But retaining customers can be labor intensive and expensive. Marketers are dealing with a paradox where views get cheaper but real attention gets more expensive. That’s especially true now that every customer carries a computer in her pocket that can access almost any product or service, along with infinite sources of information and entertainment.

Bring the Hot Towel or Get a Cold Response

Because of this attention problem, along with the fact that products themselves are getting harder to differentiate in a commoditized world, customer retention really requires creating a boutique experience. The notion of brand loyalty is changing, and there’s a shift to what I call experience loyalty

That means customers talk about, tweet about, pay for, and come back for the "hot towel experience." Customers are loyal to great experiences, so instead of thinking in terms of customer LTV, marketers would be better off trying to create customer return-on-experience. 

Coffee Bars and Comfy Chairs Don’t Cut It Any Longer

Many brands are finding that customers are turning to offline experiences more and more, so they are experimenting with unique events, pop-up shops, and showrooming. 

Take Amazon’s new brick-and-mortar bookstore in Seattle, for example. The company hasn’t said why its taking this seemingly backward step in bookselling economics, but industry analysts mostly agree that it’s a smart way to improve its ecommerce business as it will help the online retailer better understand the customer experience and drive online sales.

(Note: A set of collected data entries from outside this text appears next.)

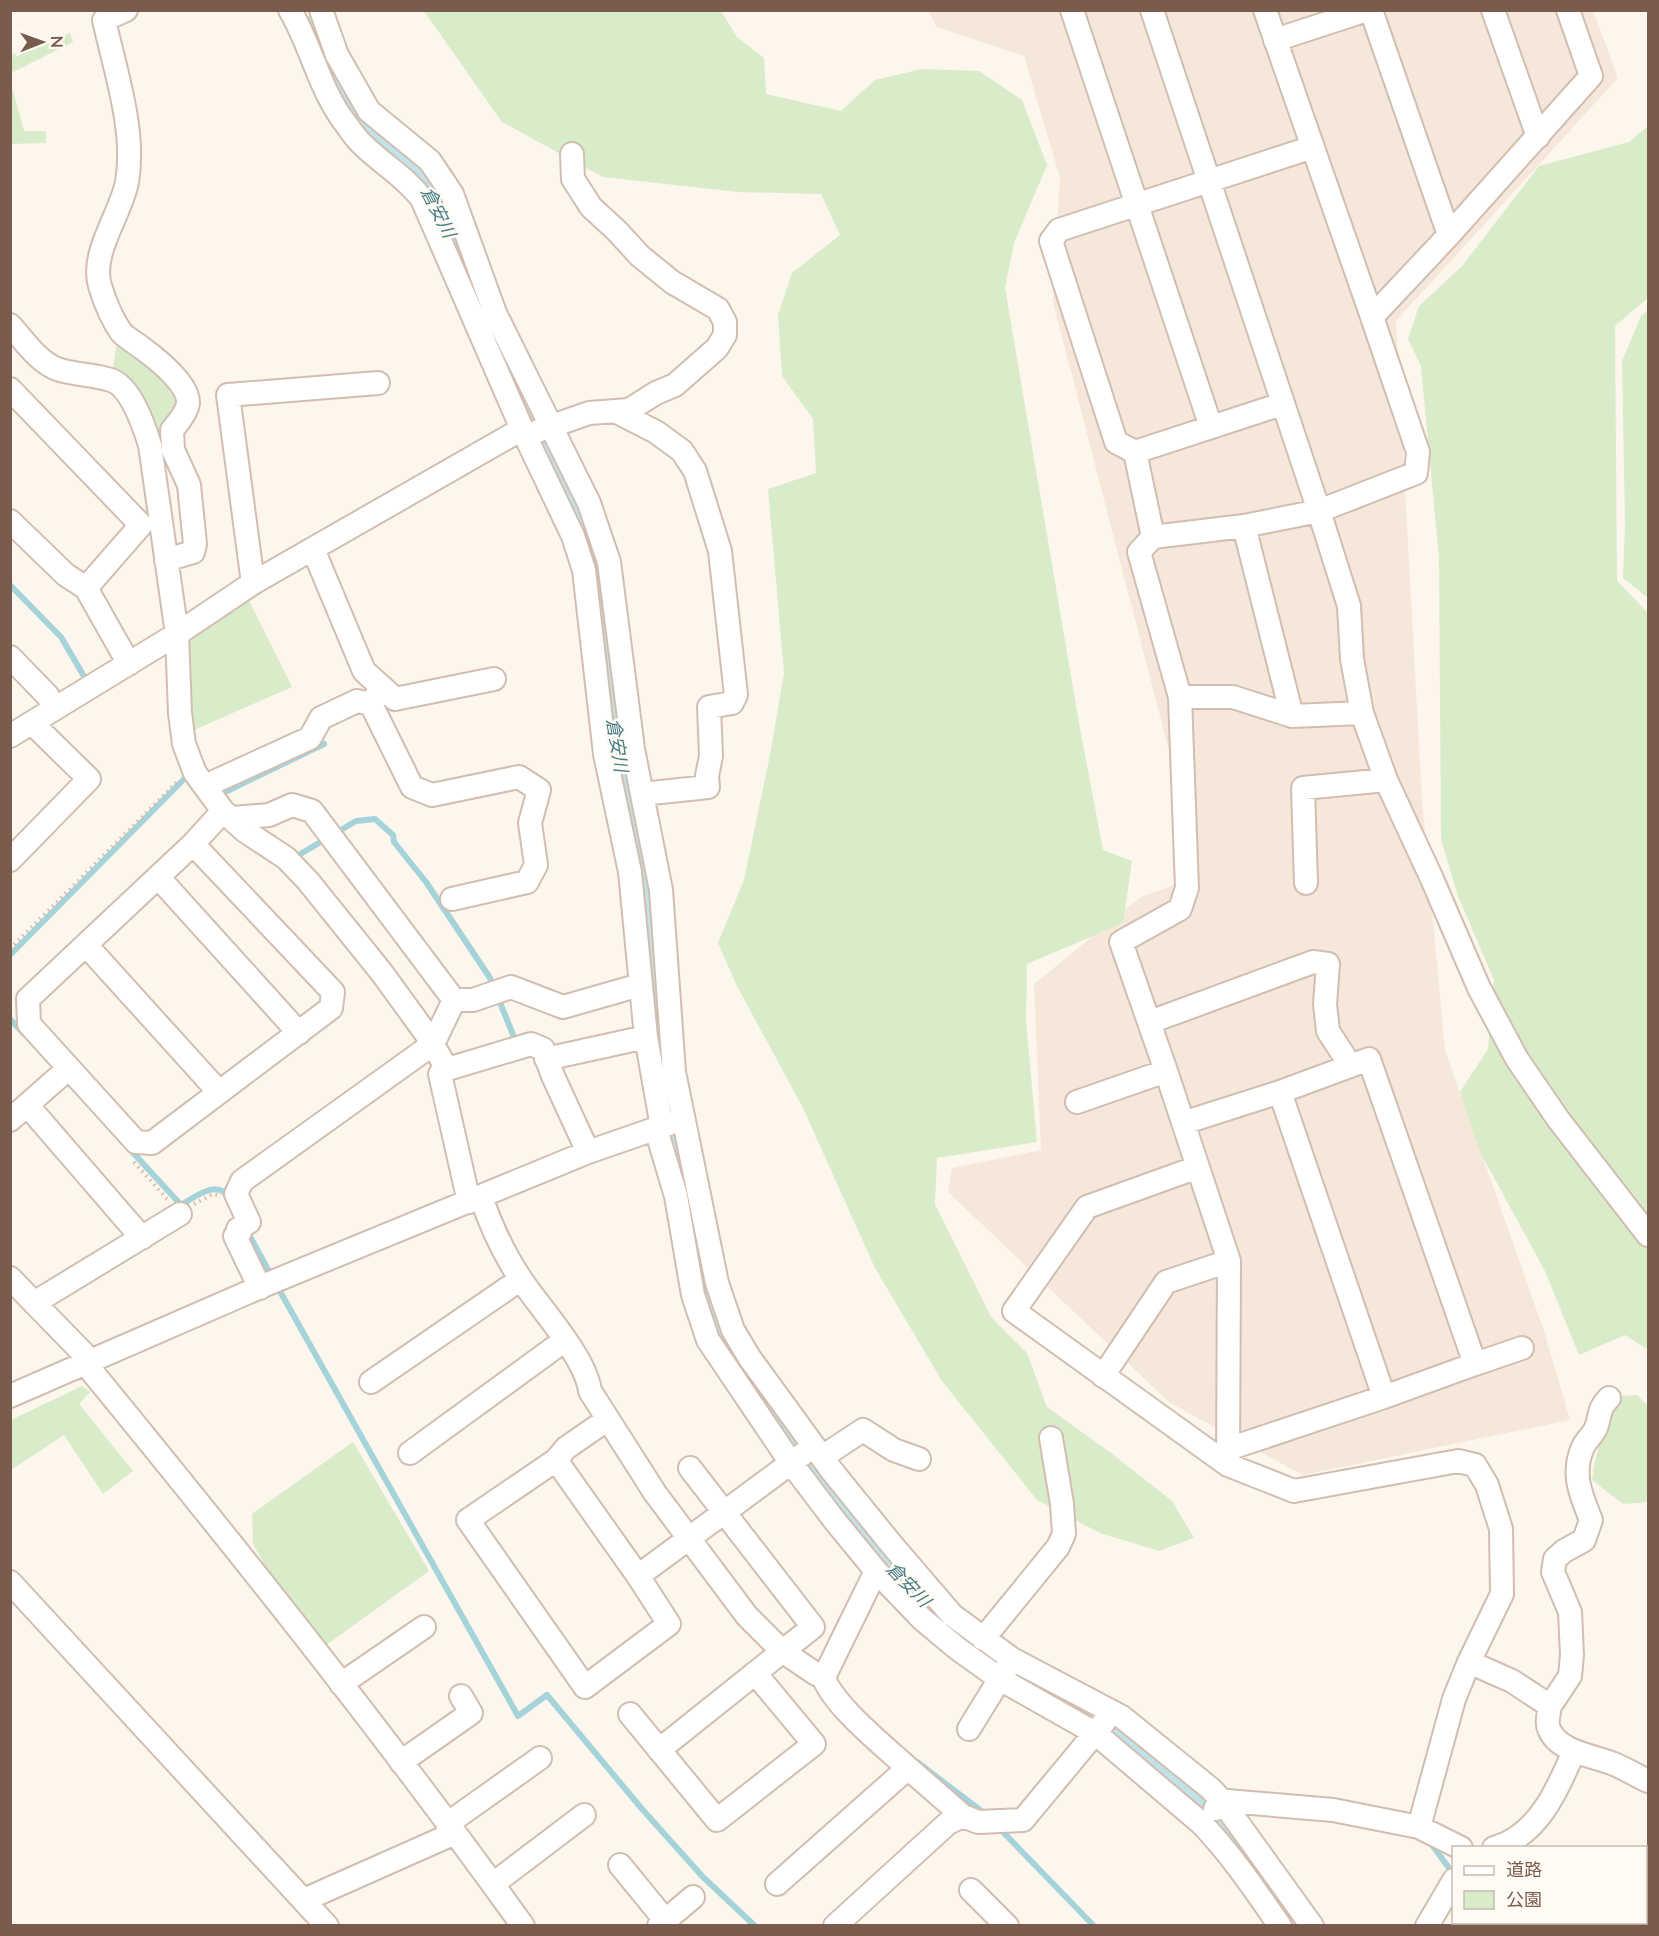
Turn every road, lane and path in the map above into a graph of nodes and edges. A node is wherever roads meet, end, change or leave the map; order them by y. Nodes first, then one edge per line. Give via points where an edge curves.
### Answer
1 (126, 10) edge
2 (1072, 10) edge
3 (1152, 10) edge
4 (1265, 10) edge
5 (1369, 10) edge
6 (1493, 10) edge
7 (1568, 10) edge
8 (321, 11) edge
9 (295, 18) edge
10 (1275, 40) junction
11 (1538, 137) junction
12 (1313, 147) junction
13 (572, 154) dead end
14 (1209, 182) junction
15 (1137, 204) junction
16 (1449, 235) junction
17 (1372, 317) junction
18 (10, 324) edge
19 (378, 383) dead end
20 (10, 390) edge
21 (1282, 404) junction
22 (615, 411) junction
23 (552, 427) junction
24 (1211, 427) junction
25 (524, 432) junction
26 (1135, 452) junction
27 (158, 503) junction
28 (1319, 511) junction
29 (10, 521) edge
30 (141, 525) junction
31 (1244, 526) junction
32 (1154, 537) junction
33 (313, 549) junction
34 (166, 560) junction
35 (253, 583) junction
36 (86, 588) junction
37 (177, 634) junction
38 (10, 657) edge
39 (125, 657) junction
40 (494, 679) dead end
41 (376, 696) junction
42 (1180, 697) junction
43 (51, 701) junction
44 (1362, 713) junction
45 (1292, 716) junction
46 (32, 723) junction
47 (10, 736) edge
48 (192, 766) junction
49 (1386, 780) junction
50 (216, 781) dead end
51 (642, 794) junction
52 (234, 816) junction
53 (193, 844) junction
54 (10, 860) edge
55 (158, 877) junction
56 (1306, 883) dead end
57 (452, 899) dead end
58 (86, 945) junction
59 (10, 949) edge
60 (640, 985) junction
61 (454, 1000) junction
62 (1150, 1022) junction
63 (299, 1033) junction
64 (646, 1037) junction
65 (429, 1047) junction
66 (546, 1059) junction
67 (1350, 1065) junction
68 (663, 1066) junction
69 (446, 1067) junction
70 (69, 1068) junction
71 (1166, 1071) junction
72 (219, 1092) junction
73 (1280, 1092) junction
74 (1077, 1102) dead end
75 (19, 1113) edge
76 (685, 1119) junction
77 (1183, 1123) junction
78 (659, 1128) junction
79 (588, 1152) junction
80 (1198, 1167) junction
81 (220, 1197) dead end
82 (479, 1202) junction
83 (180, 1214) joint
84 (1648, 1235) edge
85 (142, 1238) junction
86 (1229, 1261) junction
87 (10, 1278) edge
88 (517, 1282) junction
89 (269, 1285) junction
90 (34, 1303) junction
91 (565, 1340) junction
92 (1522, 1348) dead end
93 (87, 1362) junction
94 (1475, 1364) junction
95 (1103, 1376) junction
96 (371, 1382) dead end
97 (10, 1396) edge
98 (1384, 1397) junction
99 (1609, 1398) dead end
100 (608, 1419) junction
101 (1051, 1438) dead end
102 (410, 1453) dead end
103 (806, 1456) junction
104 (1228, 1457) junction
105 (920, 1459) dead end
106 (555, 1460) junction
107 (690, 1468) dead end
108 (725, 1513) junction
109 (686, 1539) junction
110 (876, 1571) junction
111 (638, 1576) junction
112 (10, 1582) edge
113 (424, 1627) dead end
114 (983, 1639) junction
115 (782, 1651) junction
116 (1469, 1662) junction
117 (1006, 1669) junction
118 (755, 1673) junction
119 (823, 1677) junction
120 (341, 1684) junction
121 (461, 1696) dead end
122 (1550, 1706) junction
123 (630, 1714) dead end
124 (1108, 1722) junction
125 (969, 1730) dead end
126 (659, 1749) junction
127 (1574, 1751) junction
128 (540, 1758) dead end
129 (401, 1762) junction
130 (908, 1768) junction
131 (1648, 1781) edge
132 (1211, 1812) junction
133 (584, 1815) dead end
134 (963, 1816) junction
135 (1419, 1827) junction
136 (451, 1829) junction
137 (1457, 1846) edge
138 (1499, 1846) edge
139 (620, 1865) dead end
140 (1452, 1882) edge
141 (493, 1884) junction
142 (777, 1884) dead end
143 (971, 1890) dead end
144 (693, 1897) dead end
145 (304, 1900) junction
146 (662, 1923) edge
147 (327, 1926) edge
148 (523, 1926) edge
149 (836, 1926) edge
150 (1007, 1926) edge
151 (1280, 1926) edge
152 (1312, 1926) edge
153 (1427, 1926) edge

1 - 34 street via 104,20 129,150 127,183 99,258 99,282 122,333 156,358 185,388 188,403 172,430 173,450 189,485 195,544 194,552
2 - 15 street
3 - 14 street
4 - 10 street
5 - 10 street
5 - 16 street
6 - 11 street
7 - 11 street via 1591,76
8 - 9 street
8 - 23 street via 337,56 369,111 430,161 452,194 495,313
9 - 25 street via 327,95 342,118 362,144 422,199
10 - 12 street
11 - 16 street
12 - 14 street
12 - 17 street
13 - 22 street via 573,179 591,207 664,276 718,309 725,322 725,334 717,348 675,385 629,410
14 - 15 street
14 - 21 street
15 - 24 street
15 - 26 street via 1059,230 1051,241 1116,442
16 - 17 street
17 - 28 street via 1418,452 1416,473
18 - 27 street via 38,356 56,369 113,381 127,392 150,445
19 - 35 street via 228,395
20 - 30 street
21 - 24 street
21 - 28 street
22 - 23 street via 590,413
22 - 51 street via 656,432 682,452 695,471 720,551 736,695 732,703 709,707 708,788
23 - 25 street
23 - 51 street via 589,503 609,562
24 - 26 street
25 - 33 street
25 - 60 street via 573,536 584,570 605,754 630,872
26 - 32 street
27 - 30 street
27 - 34 street
28 - 31 street
28 - 44 street via 1349,606 1352,659
29 - 36 street via 66,575
30 - 36 street
31 - 32 street
31 - 45 street
32 - 42 street via 1139,552
33 - 35 street
33 - 41 street
34 - 37 street
35 - 37 street
36 - 39 street
37 - 39 street
37 - 48 street via 180,713
38 - 43 street
39 - 43 street
40 - 41 street via 395,699
41 - 50 street via 321,718 310,738
41 - 57 street via 412,787 432,795 519,777 539,790 530,822 536,865 527,882
42 - 45 street via 1233,697
42 - 62 street via 1187,888 1180,909 1121,942
43 - 46 street
44 - 45 street
44 - 49 street
46 - 47 street
46 - 54 street via 89,778
48 - 52 street
48 - 59 path
49 - 56 street via 1303,788
49 - 84 street via 1479,988 1517,1059
51 - 68 street via 661,890
52 - 53 street
52 - 61 street via 269,815 292,805 312,811
52 - 65 street via 245,831 286,858 309,881 382,974
53 - 55 street
53 - 63 street via 333,992 331,1008
55 - 58 street
55 - 63 street
58 - 70 street via 28,999 29,1024
58 - 72 street
60 - 61 street via 563,1007 511,987 473,1000
60 - 64 street
61 - 65 street
62 - 67 street via 1313,962 1328,964 1328,1030
62 - 71 street
63 - 72 street
64 - 66 street
64 - 68 street
65 - 69 street
65 - 89 street via 242,1181 236,1194 249,1222 235,1236
66 - 69 street via 543,1049 531,1044
66 - 79 street
67 - 73 street
67 - 94 street via 1369,1059
68 - 76 street
68 - 78 street
69 - 82 street via 440,1074
70 - 72 street via 136,1142 152,1143
70 - 75 street
71 - 74 street
71 - 77 street
73 - 77 street
73 - 98 street
75 - 85 street
76 - 78 street
76 - 103 street via 726,1314
77 - 80 street
78 - 79 street
78 - 103 street via 676,1196 693,1295 708,1340
79 - 82 street
80 - 86 street
80 - 95 street via 1087,1207 1014,1311
81 - 83 path via 213,1194
82 - 88 street
82 - 89 street
83 - 85 street
85 - 90 street
86 - 95 street via 1167,1282
86 - 104 street
87 - 90 street
88 - 91 street via 541,1304
88 - 96 street
89 - 93 street
90 - 93 street via 85,1355
91 - 100 street
91 - 102 street
92 - 94 street
93 - 97 street
93 - 120 street
94 - 98 street
95 - 104 street
98 - 104 street
99 - 122 street via 1600,1407 1596,1430 1584,1446 1576,1474 1591,1520 1584,1540 1555,1559 1553,1572 1570,1612 1572,1655 1570,1676
100 - 106 street
100 - 109 street
101 - 114 street via 1064,1534 1058,1547
103 - 105 street via 863,1430 894,1450
103 - 108 street
103 - 110 street
103 - 114 street via 892,1545 952,1615
104 - 116 street via 1294,1491 1458,1461 1475,1465 1487,1485 1501,1529 1502,1594
106 - 111 street
106 - 111 street via 468,1520 585,1687 669,1624
107 - 108 street
108 - 109 street
108 - 115 street via 813,1627
109 - 111 street
109 - 115 street via 747,1616
110 - 117 street via 922,1619
110 - 119 street
112 - 145 street
113 - 120 street
114 - 117 street
115 - 118 street
115 - 119 street
116 - 122 street via 1512,1681
116 - 135 street via 1454,1699
117 - 124 street
117 - 124 street
117 - 125 street
118 - 126 street
118 - 126 street via 813,1744 805,1751 717,1820
119 - 130 street via 859,1723
120 - 129 street
121 - 129 street via 471,1713
122 - 127 street via 1548,1728
123 - 126 street
124 - 132 street
124 - 132 street via 1211,1790
124 - 134 street via 1023,1820 978,1822
127 - 131 street via 1617,1765
127 - 138 street via 1535,1823 1519,1837
128 - 136 street
129 - 136 street
130 - 134 street
130 - 142 street
132 - 135 street via 1333,1810
132 - 151 street via 1242,1871
132 - 152 street
133 - 141 street
134 - 149 street via 948,1822
135 - 137 street
136 - 141 street
136 - 145 street
139 - 146 street
140 - 153 street
141 - 148 street
143 - 150 street
144 - 146 street
145 - 147 street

Or consider TOMS, an ecommerce fashion and lifestyle brand that first captured customer love by giving away one pair of shoes to charity for every pair that customers bought for themselves. Its new brick-and-mortar locations hardly even have shoes in them. 

Instead, most of the space is dedicated to community activities such as yoga classes and movie screenings. Founder Blake Mycoskie said in an interview with the New York Times, “It’s a competitive advantage if you make a great product and have a larger purpose that people can be a part of.”

This isn’t squeezing a coffee bar into your flagship store. This is starting with a great customer experience and building loyalty from there.

The Funnel Filler’s Trap

New and emerging brands are in a better position to concentrate on experience loyalty because a lot of their processes in the startup phase are responsive and one-to-one already. It’s always going to be easier for a smaller beverage brand to send customers personalized birthday gifts than it is for Coca-Cola. 

With creativity, legacy brands can find ways to personalize experiences for existing customers, but it’s tough. I don’t envy the CMOs hoping to do this.

They hear, “You have to analyze customer service data and then start to match these to much deeper customer profiles.” They hear, “You have to spend a lot of money on analytics and social media.” They hear, “You have to invest in the time, in transaction costs, in opportunity costs. You have to come up with a strategy, re-orient your team, roll up the tactics, measure, and then iterate.”

Then they look around for help making decisions and see that there are hundreds of analytics companies and thousands of agencies.

So instead of saying, “I’m going to retain my customers,” the overwhelmed CMO says, “Screw it. I’m going to concentrate on acquisition.” 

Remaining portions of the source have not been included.